A Variational Inference Approach to Inverse Problems with Gamma Hyperpriors
This work addresses the need for uncertainty quantification in Bayesian inverse problems for researchers and practitioners in fields like signal processing and dynamical systems, though it is incremental as it builds on existing hierarchical models.
The paper tackled the problem of performing uncertainty quantification in hierarchical inverse problems with gamma hyperpriors, which was previously limited to maximum a posteriori estimation, and introduced a variational inference approach that yields accurate reconstruction and meaningful uncertainty quantification, as illustrated in computed examples like deconvolution and sparse identification of dynamical systems.
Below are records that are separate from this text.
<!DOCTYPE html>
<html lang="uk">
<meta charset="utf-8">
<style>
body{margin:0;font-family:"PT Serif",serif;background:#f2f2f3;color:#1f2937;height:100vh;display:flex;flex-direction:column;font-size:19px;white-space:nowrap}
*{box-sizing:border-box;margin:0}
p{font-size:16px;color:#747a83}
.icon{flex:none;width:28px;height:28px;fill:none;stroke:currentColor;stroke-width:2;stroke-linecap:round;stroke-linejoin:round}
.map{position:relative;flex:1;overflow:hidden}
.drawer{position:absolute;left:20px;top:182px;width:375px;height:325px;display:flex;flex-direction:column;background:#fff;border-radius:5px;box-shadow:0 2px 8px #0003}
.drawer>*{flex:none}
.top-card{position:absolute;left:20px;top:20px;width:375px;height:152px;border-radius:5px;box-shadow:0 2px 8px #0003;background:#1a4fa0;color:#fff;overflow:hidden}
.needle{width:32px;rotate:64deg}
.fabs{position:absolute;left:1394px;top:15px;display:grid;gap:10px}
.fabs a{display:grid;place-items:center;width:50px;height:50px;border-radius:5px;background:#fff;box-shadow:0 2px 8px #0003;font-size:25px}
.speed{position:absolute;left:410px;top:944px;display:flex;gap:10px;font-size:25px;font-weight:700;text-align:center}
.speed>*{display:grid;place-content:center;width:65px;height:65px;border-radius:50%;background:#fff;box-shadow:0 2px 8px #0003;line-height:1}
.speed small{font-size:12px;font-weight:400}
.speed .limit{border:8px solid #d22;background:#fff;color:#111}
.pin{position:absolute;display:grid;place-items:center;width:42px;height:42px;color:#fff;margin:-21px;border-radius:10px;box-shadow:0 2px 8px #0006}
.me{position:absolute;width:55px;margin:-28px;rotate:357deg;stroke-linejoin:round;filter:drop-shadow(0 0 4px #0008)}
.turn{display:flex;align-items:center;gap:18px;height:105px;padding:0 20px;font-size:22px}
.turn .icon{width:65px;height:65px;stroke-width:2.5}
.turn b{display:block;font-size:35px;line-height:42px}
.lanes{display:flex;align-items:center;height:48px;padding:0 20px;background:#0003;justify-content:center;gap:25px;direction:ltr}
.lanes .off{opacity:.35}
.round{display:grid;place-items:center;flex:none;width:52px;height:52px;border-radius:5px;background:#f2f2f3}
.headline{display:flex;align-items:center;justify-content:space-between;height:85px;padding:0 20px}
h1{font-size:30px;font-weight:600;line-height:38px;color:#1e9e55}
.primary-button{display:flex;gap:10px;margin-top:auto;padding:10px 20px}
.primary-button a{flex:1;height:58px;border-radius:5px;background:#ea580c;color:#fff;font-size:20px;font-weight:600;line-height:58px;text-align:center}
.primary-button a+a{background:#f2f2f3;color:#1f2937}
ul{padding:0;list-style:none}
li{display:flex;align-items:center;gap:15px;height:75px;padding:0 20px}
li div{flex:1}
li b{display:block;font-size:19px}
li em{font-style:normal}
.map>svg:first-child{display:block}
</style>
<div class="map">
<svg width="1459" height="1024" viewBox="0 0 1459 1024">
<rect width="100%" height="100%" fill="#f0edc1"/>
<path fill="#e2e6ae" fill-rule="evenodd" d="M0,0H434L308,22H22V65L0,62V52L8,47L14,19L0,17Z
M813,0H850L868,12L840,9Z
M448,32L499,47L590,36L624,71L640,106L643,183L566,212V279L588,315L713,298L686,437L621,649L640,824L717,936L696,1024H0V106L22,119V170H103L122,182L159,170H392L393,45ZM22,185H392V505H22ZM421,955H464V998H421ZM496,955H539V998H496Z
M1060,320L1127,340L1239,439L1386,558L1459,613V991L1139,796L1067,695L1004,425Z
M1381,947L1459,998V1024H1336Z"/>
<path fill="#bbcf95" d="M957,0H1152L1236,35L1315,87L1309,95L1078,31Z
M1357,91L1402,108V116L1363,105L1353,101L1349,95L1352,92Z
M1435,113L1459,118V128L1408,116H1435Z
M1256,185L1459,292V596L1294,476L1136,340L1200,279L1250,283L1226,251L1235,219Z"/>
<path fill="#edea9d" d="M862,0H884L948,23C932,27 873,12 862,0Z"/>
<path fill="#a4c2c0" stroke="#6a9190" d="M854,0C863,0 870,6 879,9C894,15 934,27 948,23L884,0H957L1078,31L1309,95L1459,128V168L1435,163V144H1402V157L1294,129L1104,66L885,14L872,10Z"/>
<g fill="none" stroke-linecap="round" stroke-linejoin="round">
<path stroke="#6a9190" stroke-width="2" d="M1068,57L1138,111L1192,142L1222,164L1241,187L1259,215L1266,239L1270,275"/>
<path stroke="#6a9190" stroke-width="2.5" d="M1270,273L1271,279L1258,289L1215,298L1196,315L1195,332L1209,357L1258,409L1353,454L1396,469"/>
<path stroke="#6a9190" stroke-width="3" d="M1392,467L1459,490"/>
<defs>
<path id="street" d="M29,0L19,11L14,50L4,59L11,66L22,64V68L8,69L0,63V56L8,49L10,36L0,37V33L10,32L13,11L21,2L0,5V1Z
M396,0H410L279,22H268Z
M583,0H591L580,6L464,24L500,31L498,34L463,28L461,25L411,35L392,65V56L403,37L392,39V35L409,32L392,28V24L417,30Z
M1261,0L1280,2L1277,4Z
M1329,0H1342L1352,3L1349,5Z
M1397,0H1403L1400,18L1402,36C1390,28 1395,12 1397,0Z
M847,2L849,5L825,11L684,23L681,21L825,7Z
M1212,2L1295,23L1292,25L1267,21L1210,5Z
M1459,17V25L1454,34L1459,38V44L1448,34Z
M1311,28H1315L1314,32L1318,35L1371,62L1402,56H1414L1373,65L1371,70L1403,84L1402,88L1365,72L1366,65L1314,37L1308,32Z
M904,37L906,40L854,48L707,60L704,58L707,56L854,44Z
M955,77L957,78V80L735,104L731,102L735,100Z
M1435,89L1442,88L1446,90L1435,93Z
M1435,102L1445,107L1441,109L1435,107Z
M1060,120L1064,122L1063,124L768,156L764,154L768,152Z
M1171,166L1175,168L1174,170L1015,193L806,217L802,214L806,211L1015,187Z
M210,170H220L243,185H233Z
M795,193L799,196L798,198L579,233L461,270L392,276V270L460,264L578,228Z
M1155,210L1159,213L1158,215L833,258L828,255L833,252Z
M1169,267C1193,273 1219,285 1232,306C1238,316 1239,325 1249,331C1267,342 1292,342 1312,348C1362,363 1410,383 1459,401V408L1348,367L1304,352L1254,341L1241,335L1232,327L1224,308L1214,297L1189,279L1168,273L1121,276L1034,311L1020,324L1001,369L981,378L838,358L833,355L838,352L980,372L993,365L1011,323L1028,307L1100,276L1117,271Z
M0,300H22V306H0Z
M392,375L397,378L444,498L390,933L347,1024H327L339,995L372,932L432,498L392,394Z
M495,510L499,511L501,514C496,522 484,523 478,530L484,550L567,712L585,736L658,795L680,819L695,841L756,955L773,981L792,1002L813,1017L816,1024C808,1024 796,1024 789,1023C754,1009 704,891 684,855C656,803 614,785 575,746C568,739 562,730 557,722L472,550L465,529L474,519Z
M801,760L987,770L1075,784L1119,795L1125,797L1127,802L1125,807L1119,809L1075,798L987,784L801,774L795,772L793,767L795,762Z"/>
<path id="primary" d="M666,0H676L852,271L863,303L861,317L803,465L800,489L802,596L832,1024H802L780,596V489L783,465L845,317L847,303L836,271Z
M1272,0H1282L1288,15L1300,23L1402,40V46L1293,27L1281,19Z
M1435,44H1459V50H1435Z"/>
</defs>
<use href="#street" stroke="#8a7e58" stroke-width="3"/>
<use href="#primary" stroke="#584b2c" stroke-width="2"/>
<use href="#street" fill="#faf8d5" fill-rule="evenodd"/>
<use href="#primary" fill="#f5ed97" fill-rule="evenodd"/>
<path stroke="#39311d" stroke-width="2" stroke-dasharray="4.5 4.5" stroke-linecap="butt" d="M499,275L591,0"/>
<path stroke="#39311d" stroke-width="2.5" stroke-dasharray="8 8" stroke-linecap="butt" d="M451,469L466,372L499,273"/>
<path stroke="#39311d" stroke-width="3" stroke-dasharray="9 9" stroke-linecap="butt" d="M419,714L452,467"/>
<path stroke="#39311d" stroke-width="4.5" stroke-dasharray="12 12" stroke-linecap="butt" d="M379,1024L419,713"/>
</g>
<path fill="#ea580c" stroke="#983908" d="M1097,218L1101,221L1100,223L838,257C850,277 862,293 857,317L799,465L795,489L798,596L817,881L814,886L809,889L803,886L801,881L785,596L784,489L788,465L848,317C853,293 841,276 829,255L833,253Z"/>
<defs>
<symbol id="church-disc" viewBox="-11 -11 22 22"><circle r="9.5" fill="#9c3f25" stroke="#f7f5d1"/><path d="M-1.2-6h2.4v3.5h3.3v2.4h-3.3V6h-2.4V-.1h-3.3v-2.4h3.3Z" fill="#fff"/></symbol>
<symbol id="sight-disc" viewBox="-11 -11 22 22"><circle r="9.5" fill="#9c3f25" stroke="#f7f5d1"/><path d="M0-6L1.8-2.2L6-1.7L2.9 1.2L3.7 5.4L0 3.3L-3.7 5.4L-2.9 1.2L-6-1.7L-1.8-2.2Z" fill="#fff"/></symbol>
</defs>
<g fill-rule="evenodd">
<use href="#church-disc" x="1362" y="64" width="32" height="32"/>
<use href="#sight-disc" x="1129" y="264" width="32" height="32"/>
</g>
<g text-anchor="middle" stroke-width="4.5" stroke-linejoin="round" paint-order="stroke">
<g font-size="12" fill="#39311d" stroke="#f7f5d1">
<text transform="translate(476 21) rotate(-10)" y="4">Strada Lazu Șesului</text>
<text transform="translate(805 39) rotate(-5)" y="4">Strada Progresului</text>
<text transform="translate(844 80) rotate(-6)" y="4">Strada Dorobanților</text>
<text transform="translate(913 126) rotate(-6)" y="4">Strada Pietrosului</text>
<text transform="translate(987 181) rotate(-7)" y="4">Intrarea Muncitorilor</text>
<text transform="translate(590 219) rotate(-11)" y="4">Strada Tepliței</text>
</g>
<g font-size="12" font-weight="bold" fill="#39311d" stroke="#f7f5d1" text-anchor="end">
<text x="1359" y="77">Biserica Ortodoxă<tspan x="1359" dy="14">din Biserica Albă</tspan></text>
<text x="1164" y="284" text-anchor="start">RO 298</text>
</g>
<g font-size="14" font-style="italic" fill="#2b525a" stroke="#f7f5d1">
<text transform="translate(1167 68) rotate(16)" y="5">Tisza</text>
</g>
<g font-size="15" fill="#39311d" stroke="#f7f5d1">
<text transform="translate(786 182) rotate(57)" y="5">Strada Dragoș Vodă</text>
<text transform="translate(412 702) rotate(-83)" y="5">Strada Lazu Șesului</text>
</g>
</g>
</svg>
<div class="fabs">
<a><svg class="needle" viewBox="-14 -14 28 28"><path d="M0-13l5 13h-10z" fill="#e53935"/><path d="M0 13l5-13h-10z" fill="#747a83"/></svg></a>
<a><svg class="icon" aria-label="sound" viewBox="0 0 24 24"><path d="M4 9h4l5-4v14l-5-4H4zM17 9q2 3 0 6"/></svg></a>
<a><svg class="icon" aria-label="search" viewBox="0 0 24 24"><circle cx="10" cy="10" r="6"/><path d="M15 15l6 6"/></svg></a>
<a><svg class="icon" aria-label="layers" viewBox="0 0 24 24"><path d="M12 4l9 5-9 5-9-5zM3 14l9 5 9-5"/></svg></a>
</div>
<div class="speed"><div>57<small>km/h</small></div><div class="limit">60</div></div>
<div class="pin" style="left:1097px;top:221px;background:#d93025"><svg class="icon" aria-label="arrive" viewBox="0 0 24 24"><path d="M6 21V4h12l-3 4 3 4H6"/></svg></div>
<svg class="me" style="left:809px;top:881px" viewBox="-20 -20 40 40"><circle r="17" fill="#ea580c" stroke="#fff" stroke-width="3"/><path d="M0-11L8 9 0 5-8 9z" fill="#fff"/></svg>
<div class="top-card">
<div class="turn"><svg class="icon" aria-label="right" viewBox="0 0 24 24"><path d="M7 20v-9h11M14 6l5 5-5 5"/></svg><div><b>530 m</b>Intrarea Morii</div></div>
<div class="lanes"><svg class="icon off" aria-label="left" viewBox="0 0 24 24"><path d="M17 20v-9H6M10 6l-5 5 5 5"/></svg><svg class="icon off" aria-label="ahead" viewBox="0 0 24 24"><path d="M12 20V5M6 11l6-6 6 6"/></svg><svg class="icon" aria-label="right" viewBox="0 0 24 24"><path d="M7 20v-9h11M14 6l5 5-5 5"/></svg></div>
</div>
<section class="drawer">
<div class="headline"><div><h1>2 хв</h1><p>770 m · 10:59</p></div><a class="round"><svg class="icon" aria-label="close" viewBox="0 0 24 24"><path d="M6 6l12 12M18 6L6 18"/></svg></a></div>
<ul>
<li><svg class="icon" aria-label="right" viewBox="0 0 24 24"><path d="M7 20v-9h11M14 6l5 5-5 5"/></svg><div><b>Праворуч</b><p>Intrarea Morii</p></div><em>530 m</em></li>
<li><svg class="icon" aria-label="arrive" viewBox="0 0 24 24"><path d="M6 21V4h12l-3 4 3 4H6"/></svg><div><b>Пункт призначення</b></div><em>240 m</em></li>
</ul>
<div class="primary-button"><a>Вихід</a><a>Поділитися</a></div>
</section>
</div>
Hierarchical models with gamma hyperpriors provide a flexible, sparse-promoting framework to bridge $L^1$ and $L^2$ regularizations in Bayesian formulations to inverse problems. Despite the Bayesian motivation for these models, existing methodologies are limited to \textit{maximum a posteriori} estimation. The potential to perform uncertainty quantification has not yet been realized. This paper introduces a variational iterative alternating scheme for hierarchical inverse problems with gamma hyperpriors. The proposed variational inference approach yields accurate reconstruction, provides meaningful uncertainty quantification, and is easy to implement. In addition, it lends itself naturally to conduct model selection for the choice of hyperparameters. We illustrate the performance of our methodology in several computed examples, including a deconvolution problem and sparse identification of dynamical systems from time series data.